Her father ran his own construction business, and taught Nyokong to lay bricks, plaster and fix a roof. He also insisted that no daughter of his should get married before she had completed her education, dismissing the boys who courted his oldest daughter while she was still at school.
Education was to be the family’s salvation. He had relocated his family to Maseru after the 1960 Sharpeville massacre, believing the education system in his wife’s country offered better opportunities for his children. "When you grow up with no shoes, and barely anything to eat, you want to get out. Education was the only way. Otherwise I’d still be stuck there, barefoot with 13 children."
Nyokong sees that hunger in the township children she coaches in science clubs, and in some of the students that fill her lecture halls. "Each of them has a story. I have a student whose mother finished school in standard 3, and she is absolutely determined to get a doctorate. She reminds me of myself."

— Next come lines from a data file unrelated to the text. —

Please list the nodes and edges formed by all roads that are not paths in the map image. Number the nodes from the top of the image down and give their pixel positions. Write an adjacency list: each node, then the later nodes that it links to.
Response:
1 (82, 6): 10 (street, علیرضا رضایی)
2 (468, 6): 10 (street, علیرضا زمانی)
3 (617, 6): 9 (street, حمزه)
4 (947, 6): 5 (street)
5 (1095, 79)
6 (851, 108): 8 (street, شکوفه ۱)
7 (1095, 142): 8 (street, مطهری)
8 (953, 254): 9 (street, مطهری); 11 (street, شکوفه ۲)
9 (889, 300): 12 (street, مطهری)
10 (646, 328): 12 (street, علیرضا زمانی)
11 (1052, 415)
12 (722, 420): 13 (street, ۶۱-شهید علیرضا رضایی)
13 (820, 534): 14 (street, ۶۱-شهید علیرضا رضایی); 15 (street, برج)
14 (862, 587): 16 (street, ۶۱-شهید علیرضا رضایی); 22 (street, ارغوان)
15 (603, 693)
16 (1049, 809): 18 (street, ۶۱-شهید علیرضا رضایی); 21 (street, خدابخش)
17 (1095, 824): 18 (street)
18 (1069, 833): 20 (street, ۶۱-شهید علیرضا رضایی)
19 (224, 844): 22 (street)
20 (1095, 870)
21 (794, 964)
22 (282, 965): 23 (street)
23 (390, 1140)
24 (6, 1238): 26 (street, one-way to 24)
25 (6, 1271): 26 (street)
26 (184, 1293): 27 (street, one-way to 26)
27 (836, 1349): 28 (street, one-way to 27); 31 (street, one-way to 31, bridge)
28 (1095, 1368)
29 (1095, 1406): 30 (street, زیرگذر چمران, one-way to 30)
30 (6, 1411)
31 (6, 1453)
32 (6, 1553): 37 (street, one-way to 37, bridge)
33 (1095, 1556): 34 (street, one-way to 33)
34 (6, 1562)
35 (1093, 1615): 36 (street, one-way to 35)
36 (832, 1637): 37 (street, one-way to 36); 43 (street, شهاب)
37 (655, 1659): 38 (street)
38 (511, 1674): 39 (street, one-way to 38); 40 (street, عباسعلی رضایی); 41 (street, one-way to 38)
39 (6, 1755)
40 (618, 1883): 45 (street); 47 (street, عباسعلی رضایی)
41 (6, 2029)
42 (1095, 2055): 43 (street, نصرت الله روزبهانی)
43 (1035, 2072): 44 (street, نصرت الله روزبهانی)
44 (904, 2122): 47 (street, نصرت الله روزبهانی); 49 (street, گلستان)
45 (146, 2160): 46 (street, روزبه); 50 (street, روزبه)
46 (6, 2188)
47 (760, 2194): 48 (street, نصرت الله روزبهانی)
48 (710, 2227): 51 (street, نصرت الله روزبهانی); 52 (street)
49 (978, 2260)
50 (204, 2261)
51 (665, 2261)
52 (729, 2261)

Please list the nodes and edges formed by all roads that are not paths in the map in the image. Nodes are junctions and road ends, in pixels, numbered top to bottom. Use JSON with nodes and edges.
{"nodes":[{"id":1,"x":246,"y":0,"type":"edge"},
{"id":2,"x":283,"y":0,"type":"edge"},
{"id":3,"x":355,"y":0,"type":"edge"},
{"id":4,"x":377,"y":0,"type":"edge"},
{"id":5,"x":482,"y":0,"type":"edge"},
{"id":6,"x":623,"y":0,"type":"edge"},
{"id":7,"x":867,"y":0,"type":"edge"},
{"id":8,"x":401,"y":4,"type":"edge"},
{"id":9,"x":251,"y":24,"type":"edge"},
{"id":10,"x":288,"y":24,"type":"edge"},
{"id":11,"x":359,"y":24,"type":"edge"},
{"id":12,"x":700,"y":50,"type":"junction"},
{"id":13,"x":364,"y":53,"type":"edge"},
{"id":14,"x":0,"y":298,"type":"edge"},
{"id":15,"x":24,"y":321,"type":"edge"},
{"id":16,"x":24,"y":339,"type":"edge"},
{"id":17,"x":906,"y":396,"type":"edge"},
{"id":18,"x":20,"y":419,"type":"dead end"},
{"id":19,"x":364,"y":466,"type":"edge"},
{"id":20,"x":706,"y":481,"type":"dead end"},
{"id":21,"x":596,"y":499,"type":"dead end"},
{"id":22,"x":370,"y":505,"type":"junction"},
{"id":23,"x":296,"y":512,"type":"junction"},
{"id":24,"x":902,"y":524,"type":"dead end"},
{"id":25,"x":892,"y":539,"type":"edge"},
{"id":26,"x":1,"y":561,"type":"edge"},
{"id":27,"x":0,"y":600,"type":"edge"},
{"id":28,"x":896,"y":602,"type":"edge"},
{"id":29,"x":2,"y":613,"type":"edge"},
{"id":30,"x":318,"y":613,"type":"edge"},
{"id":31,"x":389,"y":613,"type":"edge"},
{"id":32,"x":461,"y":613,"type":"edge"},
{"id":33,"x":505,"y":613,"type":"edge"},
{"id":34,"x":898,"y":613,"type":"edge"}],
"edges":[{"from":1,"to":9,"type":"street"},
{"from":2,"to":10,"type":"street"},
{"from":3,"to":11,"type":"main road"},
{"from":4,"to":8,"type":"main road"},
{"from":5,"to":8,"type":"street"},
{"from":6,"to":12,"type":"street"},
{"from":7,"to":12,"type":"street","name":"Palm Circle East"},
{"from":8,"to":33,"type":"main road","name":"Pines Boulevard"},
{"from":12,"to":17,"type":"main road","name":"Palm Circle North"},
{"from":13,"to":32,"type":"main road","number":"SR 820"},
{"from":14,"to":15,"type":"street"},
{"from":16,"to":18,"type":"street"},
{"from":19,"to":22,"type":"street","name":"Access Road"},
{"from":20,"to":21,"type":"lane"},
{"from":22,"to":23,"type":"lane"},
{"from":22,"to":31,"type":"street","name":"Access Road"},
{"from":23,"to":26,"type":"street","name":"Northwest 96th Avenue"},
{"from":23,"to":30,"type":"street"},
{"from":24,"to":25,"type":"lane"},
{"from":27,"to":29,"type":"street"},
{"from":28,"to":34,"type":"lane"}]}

Such ambition is often not supported, she says. "I was talking to a teacher recently, who told me there will be one or two pupils who get 90%, while the rest get two or three. She said the home situation is the same, it’s just that the child (who performs well) is determined to escape. And yet the others put the child down. People don’t want others to succeed, they want you to be part of the crowd that fails. I don’t understand that."
Nyokong is an advocate of the argument that success is born of sweat rather than talent. "I am a big reader and my favourite book is Malcolm Gladwell’s The Outlier. It tells you about the success of people such as Bill Gates and the hours they put in. People don’t realise that nothing comes easily. You may have talent, but if you don’t work at it you are not going to get anywhere."